Directions for this task: For every entry below, give it back exactly and leave out any image.

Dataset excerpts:

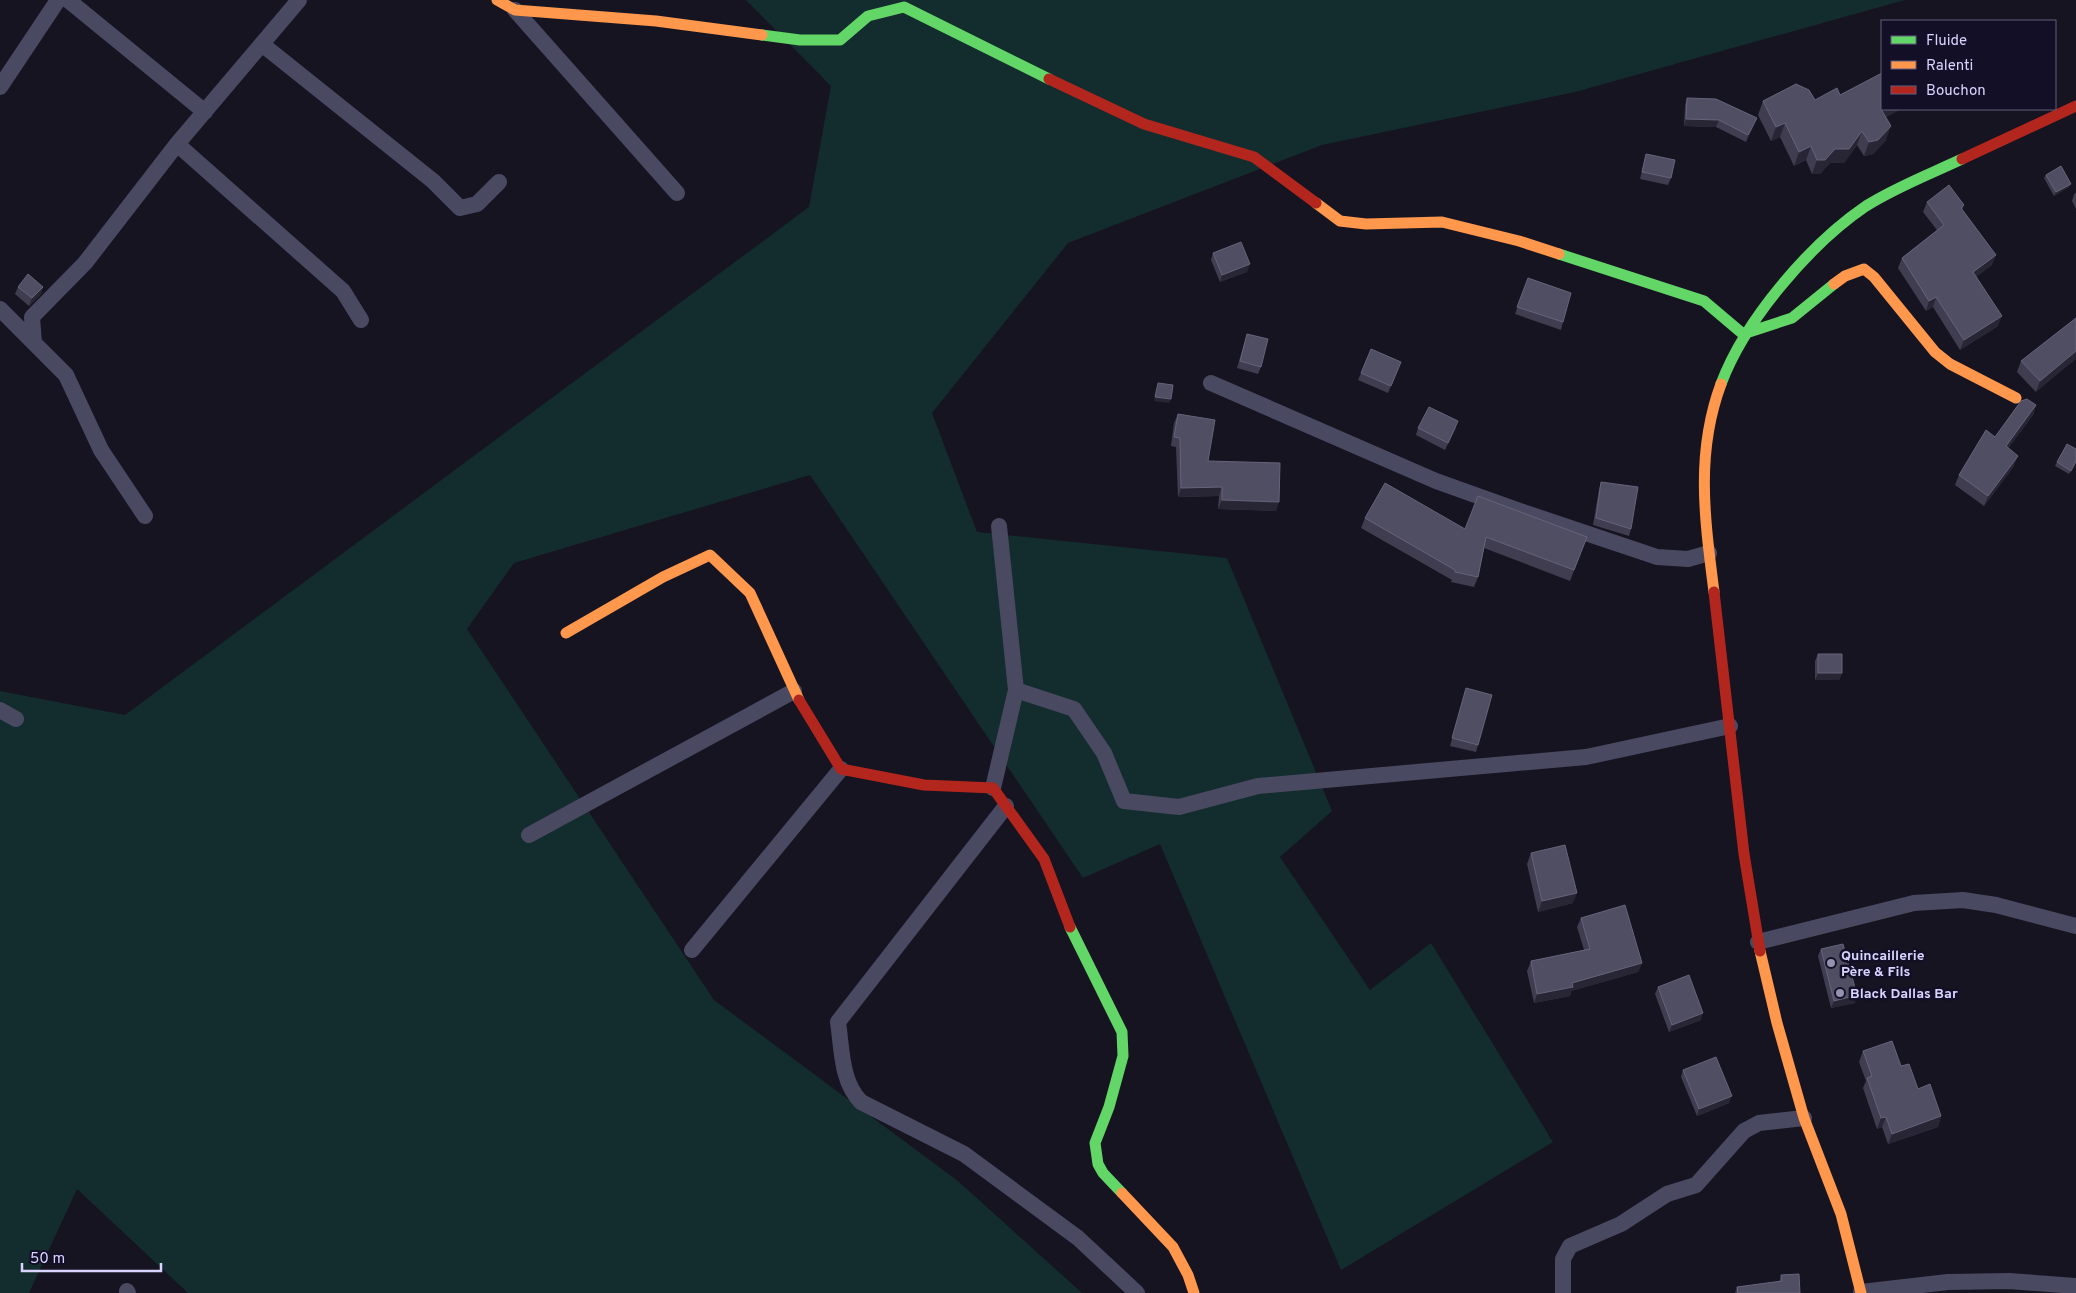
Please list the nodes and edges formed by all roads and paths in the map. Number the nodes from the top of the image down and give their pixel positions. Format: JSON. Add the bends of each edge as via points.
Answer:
{"nodes":[{"id":1,"x":58,"y":0,"type":"edge"},
{"id":2,"x":68,"y":0,"type":"edge"},
{"id":3,"x":299,"y":0,"type":"edge"},
{"id":4,"x":497,"y":0,"type":"edge"},
{"id":5,"x":515,"y":10,"type":"junction"},
{"id":6,"x":263,"y":45,"type":"junction"},
{"id":7,"x":0,"y":87,"type":"edge"},
{"id":8,"x":2076,"y":106,"type":"edge"},
{"id":9,"x":205,"y":112,"type":"junction"},
{"id":10,"x":177,"y":144,"type":"junction"},
{"id":11,"x":499,"y":182,"type":"dead end"},
{"id":12,"x":677,"y":193,"type":"dead end"},
{"id":13,"x":0,"y":309,"type":"edge"},
{"id":14,"x":361,"y":320,"type":"dead end"},
{"id":15,"x":1743,"y":334,"type":"junction"},
{"id":16,"x":34,"y":343,"type":"junction"},
{"id":17,"x":1211,"y":383,"type":"dead end"},
{"id":18,"x":2016,"y":398,"type":"dead end"},
{"id":19,"x":145,"y":516,"type":"dead end"},
{"id":20,"x":999,"y":526,"type":"dead end"},
{"id":21,"x":1709,"y":553,"type":"junction"},
{"id":22,"x":566,"y":633,"type":"dead end"},
{"id":23,"x":1016,"y":690,"type":"junction"},
{"id":24,"x":794,"y":691,"type":"junction"},
{"id":25,"x":0,"y":710,"type":"edge"},
{"id":26,"x":16,"y":719,"type":"dead end"},
{"id":27,"x":1730,"y":726,"type":"junction"},
{"id":28,"x":841,"y":769,"type":"junction"},
{"id":29,"x":993,"y":788,"type":"junction"},
{"id":30,"x":1006,"y":806,"type":"junction"},
{"id":31,"x":529,"y":836,"type":"dead end"},
{"id":32,"x":2076,"y":926,"type":"edge"},
{"id":33,"x":1758,"y":942,"type":"junction"},
{"id":34,"x":692,"y":950,"type":"dead end"},
{"id":35,"x":1804,"y":1118,"type":"junction"},
{"id":36,"x":2076,"y":1286,"type":"edge"},
{"id":37,"x":1861,"y":1292,"type":"edge"},
{"id":38,"x":1137,"y":1293,"type":"edge"},
{"id":39,"x":1194,"y":1293,"type":"edge"},
{"id":40,"x":1562,"y":1293,"type":"edge"}],
"edges":[{"from":1,"to":7,"type":"street"},
{"from":2,"to":9,"type":"street"},
{"from":3,"to":6,"type":"street"},
{"from":4,"to":5,"type":"street"},
{"from":5,"to":12,"type":"street"},
{"from":5,"to":15,"type":"street","via":[[656,21],[800,40],[840,40],[868,16],[904,7],[1144,124],[1254,157],[1340,220],[1366,224],[1442,222],[1519,241],[1704,301]]},
{"from":6,"to":9,"type":"street"},
{"from":6,"to":11,"type":"street","via":[[433,181],[460,208],[476,204]]},
{"from":8,"to":15,"type":"street","via":[[1876,200],[1825,240],[1778,288]]},
{"from":9,"to":10,"type":"street"},
{"from":10,"to":14,"type":"street","via":[[343,291]]},
{"from":10,"to":16,"type":"street","via":[[85,262],[32,317]]},
{"from":13,"to":16,"type":"street"},
{"from":15,"to":18,"type":"street","via":[[1797,315],[1852,272],[1864,269],[1935,352],[1950,364]]},
{"from":15,"to":21,"type":"street","via":[[1709,420],[1703,462],[1703,500]]},
{"from":16,"to":19,"type":"street","via":[[66,376],[101,450]]},
{"from":17,"to":21,"type":"street","via":[[1436,481],[1520,511],[1657,557],[1688,559]]},
{"from":20,"to":23,"type":"street"},
{"from":21,"to":27,"type":"street"},
{"from":22,"to":24,"type":"street","via":[[663,577],[710,555],[750,593]]},
{"from":23,"to":27,"type":"street","via":[[1074,709],[1104,753],[1124,801],[1179,807],[1258,786],[1586,757]]},
{"from":23,"to":29,"type":"street"},
{"from":24,"to":28,"type":"street"},
{"from":24,"to":31,"type":"street"},
{"from":25,"to":26,"type":"street"},
{"from":27,"to":33,"type":"street","via":[[1744,854]]},
{"from":28,"to":29,"type":"street","via":[[924,785]]},
{"from":28,"to":34,"type":"street"},
{"from":29,"to":30,"type":"street"},
{"from":30,"to":38,"type":"street","via":[[838,1022],[847,1079],[861,1102],[964,1154],[1078,1238]]},
{"from":30,"to":39,"type":"street","via":[[1044,859],[1073,935],[1122,1032],[1123,1056],[1095,1143],[1098,1164],[1174,1247]]},
{"from":32,"to":33,"type":"street","via":[[1996,904],[1963,900],[1914,903]]},
{"from":33,"to":35,"type":"street"},
{"from":35,"to":37,"type":"street","via":[[1840,1214]]},
{"from":35,"to":40,"type":"street","via":[[1759,1123],[1744,1131],[1696,1185],[1667,1194],[1621,1224],[1570,1246],[1563,1259]]},
{"from":36,"to":37,"type":"street","via":[[2009,1281],[1948,1282]]}]}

Output of the task:
Please list the nodes and edges formed by all roads and paths in the map. Number the nodes from the top of the image down and give their pixel positions. Format: JSON. Add the bends of each edge as via points.
Answer:
{"nodes":[{"id":1,"x":58,"y":0,"type":"edge"},
{"id":2,"x":68,"y":0,"type":"edge"},
{"id":3,"x":299,"y":0,"type":"edge"},
{"id":4,"x":497,"y":0,"type":"edge"},
{"id":5,"x":515,"y":10,"type":"junction"},
{"id":6,"x":263,"y":45,"type":"junction"},
{"id":7,"x":0,"y":87,"type":"edge"},
{"id":8,"x":2076,"y":106,"type":"edge"},
{"id":9,"x":205,"y":112,"type":"junction"},
{"id":10,"x":177,"y":144,"type":"junction"},
{"id":11,"x":499,"y":182,"type":"dead end"},
{"id":12,"x":677,"y":193,"type":"dead end"},
{"id":13,"x":0,"y":309,"type":"edge"},
{"id":14,"x":361,"y":320,"type":"dead end"},
{"id":15,"x":1743,"y":334,"type":"junction"},
{"id":16,"x":34,"y":343,"type":"junction"},
{"id":17,"x":1211,"y":383,"type":"dead end"},
{"id":18,"x":2016,"y":398,"type":"dead end"},
{"id":19,"x":145,"y":516,"type":"dead end"},
{"id":20,"x":999,"y":526,"type":"dead end"},
{"id":21,"x":1709,"y":553,"type":"junction"},
{"id":22,"x":566,"y":633,"type":"dead end"},
{"id":23,"x":1016,"y":690,"type":"junction"},
{"id":24,"x":794,"y":691,"type":"junction"},
{"id":25,"x":0,"y":710,"type":"edge"},
{"id":26,"x":16,"y":719,"type":"dead end"},
{"id":27,"x":1730,"y":726,"type":"junction"},
{"id":28,"x":841,"y":769,"type":"junction"},
{"id":29,"x":993,"y":788,"type":"junction"},
{"id":30,"x":1006,"y":806,"type":"junction"},
{"id":31,"x":529,"y":836,"type":"dead end"},
{"id":32,"x":2076,"y":926,"type":"edge"},
{"id":33,"x":1758,"y":942,"type":"junction"},
{"id":34,"x":692,"y":950,"type":"dead end"},
{"id":35,"x":1804,"y":1118,"type":"junction"},
{"id":36,"x":2076,"y":1286,"type":"edge"},
{"id":37,"x":1861,"y":1292,"type":"edge"},
{"id":38,"x":1137,"y":1293,"type":"edge"},
{"id":39,"x":1194,"y":1293,"type":"edge"},
{"id":40,"x":1562,"y":1293,"type":"edge"}],
"edges":[{"from":1,"to":7,"type":"street"},
{"from":2,"to":9,"type":"street"},
{"from":3,"to":6,"type":"street"},
{"from":4,"to":5,"type":"street"},
{"from":5,"to":12,"type":"street"},
{"from":5,"to":15,"type":"street","via":[[656,21],[800,40],[840,40],[868,16],[904,7],[1144,124],[1254,157],[1340,220],[1366,224],[1442,222],[1519,241],[1704,301]]},
{"from":6,"to":9,"type":"street"},
{"from":6,"to":11,"type":"street","via":[[433,181],[460,208],[476,204]]},
{"from":8,"to":15,"type":"street","via":[[1876,200],[1825,240],[1778,288]]},
{"from":9,"to":10,"type":"street"},
{"from":10,"to":14,"type":"street","via":[[343,291]]},
{"from":10,"to":16,"type":"street","via":[[85,262],[32,317]]},
{"from":13,"to":16,"type":"street"},
{"from":15,"to":18,"type":"street","via":[[1797,315],[1852,272],[1864,269],[1935,352],[1950,364]]},
{"from":15,"to":21,"type":"street","via":[[1709,420],[1703,462],[1703,500]]},
{"from":16,"to":19,"type":"street","via":[[66,376],[101,450]]},
{"from":17,"to":21,"type":"street","via":[[1436,481],[1520,511],[1657,557],[1688,559]]},
{"from":20,"to":23,"type":"street"},
{"from":21,"to":27,"type":"street"},
{"from":22,"to":24,"type":"street","via":[[663,577],[710,555],[750,593]]},
{"from":23,"to":27,"type":"street","via":[[1074,709],[1104,753],[1124,801],[1179,807],[1258,786],[1586,757]]},
{"from":23,"to":29,"type":"street"},
{"from":24,"to":28,"type":"street"},
{"from":24,"to":31,"type":"street"},
{"from":25,"to":26,"type":"street"},
{"from":27,"to":33,"type":"street","via":[[1744,854]]},
{"from":28,"to":29,"type":"street","via":[[924,785]]},
{"from":28,"to":34,"type":"street"},
{"from":29,"to":30,"type":"street"},
{"from":30,"to":38,"type":"street","via":[[838,1022],[847,1079],[861,1102],[964,1154],[1078,1238]]},
{"from":30,"to":39,"type":"street","via":[[1044,859],[1073,935],[1122,1032],[1123,1056],[1095,1143],[1098,1164],[1174,1247]]},
{"from":32,"to":33,"type":"street","via":[[1996,904],[1963,900],[1914,903]]},
{"from":33,"to":35,"type":"street"},
{"from":35,"to":37,"type":"street","via":[[1840,1214]]},
{"from":35,"to":40,"type":"street","via":[[1759,1123],[1744,1131],[1696,1185],[1667,1194],[1621,1224],[1570,1246],[1563,1259]]},
{"from":36,"to":37,"type":"street","via":[[2009,1281],[1948,1282]]}]}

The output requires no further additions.